Parsing: Trailing garbage in doctype FPI (was: Re: Doctype usage data)

On Thu, 28 Feb 2008 02:58:53 +0100, Philip Taylor <pjt47@cam.ac.uk> wrote:

>
> I've got some data about doctypes at  
> http://philip.html5.org/data/doctypes.html (125K pages from dmoz.org)  
> and http://philip.html5.org/data/doctypes-alexa.html (about 400 from  
> Alexa's list). I'm not entirely sure what this could be useful for, but  
> I'll point out a couple of things here.

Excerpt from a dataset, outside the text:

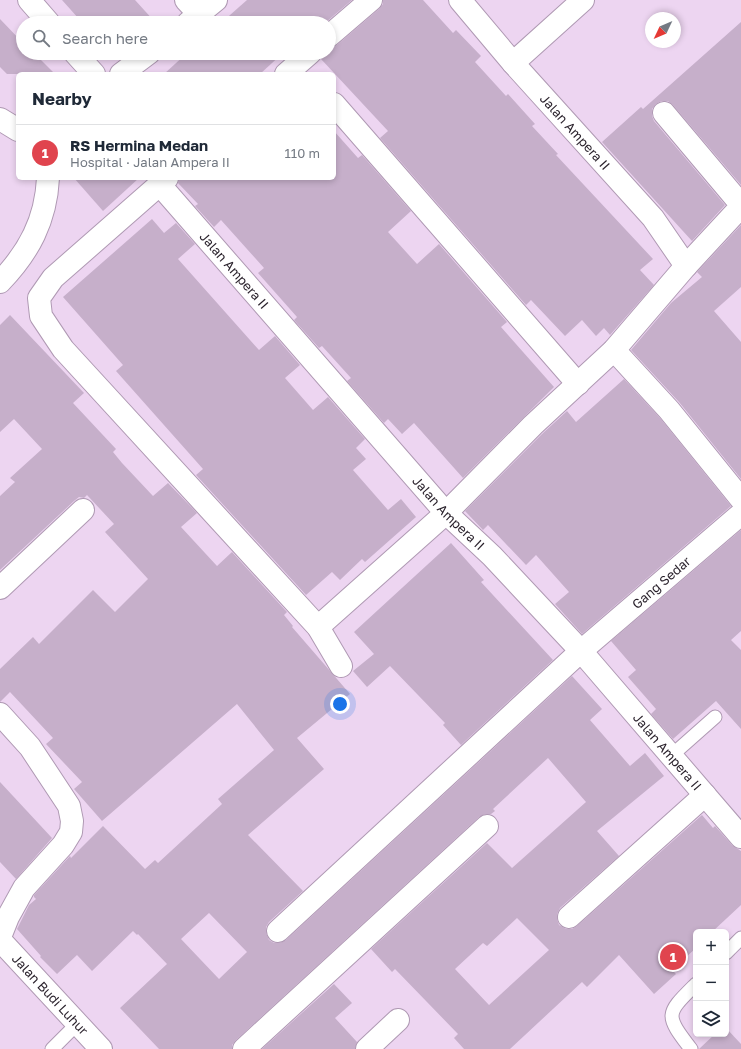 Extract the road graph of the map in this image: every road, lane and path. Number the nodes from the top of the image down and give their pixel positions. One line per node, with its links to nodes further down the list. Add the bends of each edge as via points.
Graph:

This is very useful information for Opera. We can determinate what would  
break when implementing HTML5 doctype switching. Thank you for this data.


> 0.1% replaced the "...//EN" with their own language code, e.g.  
> http://www.edelweiss-reizen.nl has <!DOCTYPE html PUBLIC "-//W3C//DTD  
> XHTML 1.0 Strict//NL"  
> "http://www.w3.org/TR/xhtml1/DTD/xhtml1-transitional.dtd">

What's interesting to look at is doctypes that would be quirky if they  
ended in //EN (which are quirky in IE and Opera but not in Firefox or  
Safari).


http://www.nic.funet.fi/~magi/metsola/
http://www.pinocchioarredi.it/
http://www.ultimahora.es/
http://www.cinarstvi.cz/
http://5w40.de/
http://www.campingplatz-reinhardshagen.de/
http://www.deutsche-fachwerkstrasse.de/
http://www.grasdorf.de/
http://www.protz-werder.de/
http://www.schacher-immobilien.de/
http://www.cameratasantcugat.com/
http://www.hagiva.co.il/
http://www.vargagabor.hu/
http://www.ilserbatoio.it/
http://www.cab.it/
http://kgit.amu.edu.pl/
http://www.osp.os.pl/
http://stdk.narod.ru/
http://www.palkin.ru/
http://www.slm-nsk.ru/
http://www.sunwaytours.ru/
http://www.losnuevostangos.com.ar/
http://www.elesis.com.tr/
http://usinfo.state.gov/esp/home/topics/us_society_values/geografia.html
http://www.minotel.com/home.asp?xlanguage=DE
http://www.vs-aigen.salzburg.at/ (ends in "//EN conova")
http://www.eng-joheco.com/
http://www.caissepoplevis.com/
http://www.judo-store.com/
http://aziende.lab4.net/
http://powermetal.altervista.org/
http://www.architettopalladini.it/
http://deamicis-spa.com/
http://www.balparaplan.webm.ru/
http://www.taxi-office.ru/ (ends in "//RUS")
http://www.serdardenktas.com/

The pages above render better in quirks mode than in standards mode in  
Opera and Firefox (I didn't test all in Firefox though).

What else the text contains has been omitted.